I wasn't really willing to let that go, per se, but there are aspects of the book I was specifically looking for, and so I kept reading to find them. And it just...kept getting worse. I'd noted repeatedly that where I'd expect, say, Clarke or even Heinlein to toss some gay shit in there, Anthony was avoiding it. At one point, there's a mention that a major point of space travel is husbands fucking other women while their wives watch secretly...and absolutely no mention of the reverse, of women together, of men together. The explicit tone is that the women are the source of entertainment, save the cuckolded wives, who are titillated by their husband's prowess.
And then, at one point, Anthony explicitly says that a character must be male, for no woman would conceive of marrying a woman, and I rocked back a little. I can hold to a convention of a biased narrator, even a third person biased narrator since the novel only shows the protagonists perspective ever, but the author being that explicit in an aside indicates that the views I'm reading are the word of god, not the word of a flawed character.
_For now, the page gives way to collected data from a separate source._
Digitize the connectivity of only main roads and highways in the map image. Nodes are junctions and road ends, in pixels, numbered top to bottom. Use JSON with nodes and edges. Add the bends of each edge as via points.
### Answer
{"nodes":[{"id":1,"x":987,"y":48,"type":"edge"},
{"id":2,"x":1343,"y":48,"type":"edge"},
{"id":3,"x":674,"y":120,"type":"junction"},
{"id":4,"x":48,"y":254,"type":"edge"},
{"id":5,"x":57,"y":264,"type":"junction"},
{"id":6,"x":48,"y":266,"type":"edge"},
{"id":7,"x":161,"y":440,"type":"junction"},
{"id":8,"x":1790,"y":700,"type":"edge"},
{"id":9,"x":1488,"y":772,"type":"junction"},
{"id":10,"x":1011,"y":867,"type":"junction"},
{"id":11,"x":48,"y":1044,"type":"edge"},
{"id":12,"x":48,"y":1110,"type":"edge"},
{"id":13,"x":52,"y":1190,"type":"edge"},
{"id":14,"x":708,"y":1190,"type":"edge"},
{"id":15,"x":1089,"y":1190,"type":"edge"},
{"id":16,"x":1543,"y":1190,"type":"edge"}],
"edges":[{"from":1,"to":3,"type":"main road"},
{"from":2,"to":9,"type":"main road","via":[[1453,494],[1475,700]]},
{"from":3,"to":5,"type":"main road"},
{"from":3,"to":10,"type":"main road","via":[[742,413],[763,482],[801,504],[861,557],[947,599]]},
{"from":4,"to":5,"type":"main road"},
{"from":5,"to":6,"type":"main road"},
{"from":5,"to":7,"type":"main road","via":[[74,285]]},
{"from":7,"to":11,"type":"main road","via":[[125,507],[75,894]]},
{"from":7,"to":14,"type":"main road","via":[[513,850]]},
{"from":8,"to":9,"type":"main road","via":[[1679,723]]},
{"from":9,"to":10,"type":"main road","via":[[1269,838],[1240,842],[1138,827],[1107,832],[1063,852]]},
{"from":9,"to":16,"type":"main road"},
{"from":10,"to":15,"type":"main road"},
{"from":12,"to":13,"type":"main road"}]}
So, essentially, it is an incredibly sexist power fantasy couched in SF terms. All the moralizing always comes down to situational ethics, and amounts to precisely nothing. No lesson is gained, no progress is made, the story itself goes nowhere, and the vast majority of the going nowhere is done in the most sexist, bigoted way possible, even as the author attempts to look like he's discussing bigotry.
If you want any reason to read it, Hermine and Mit are it. But beyond that...not really worth your time.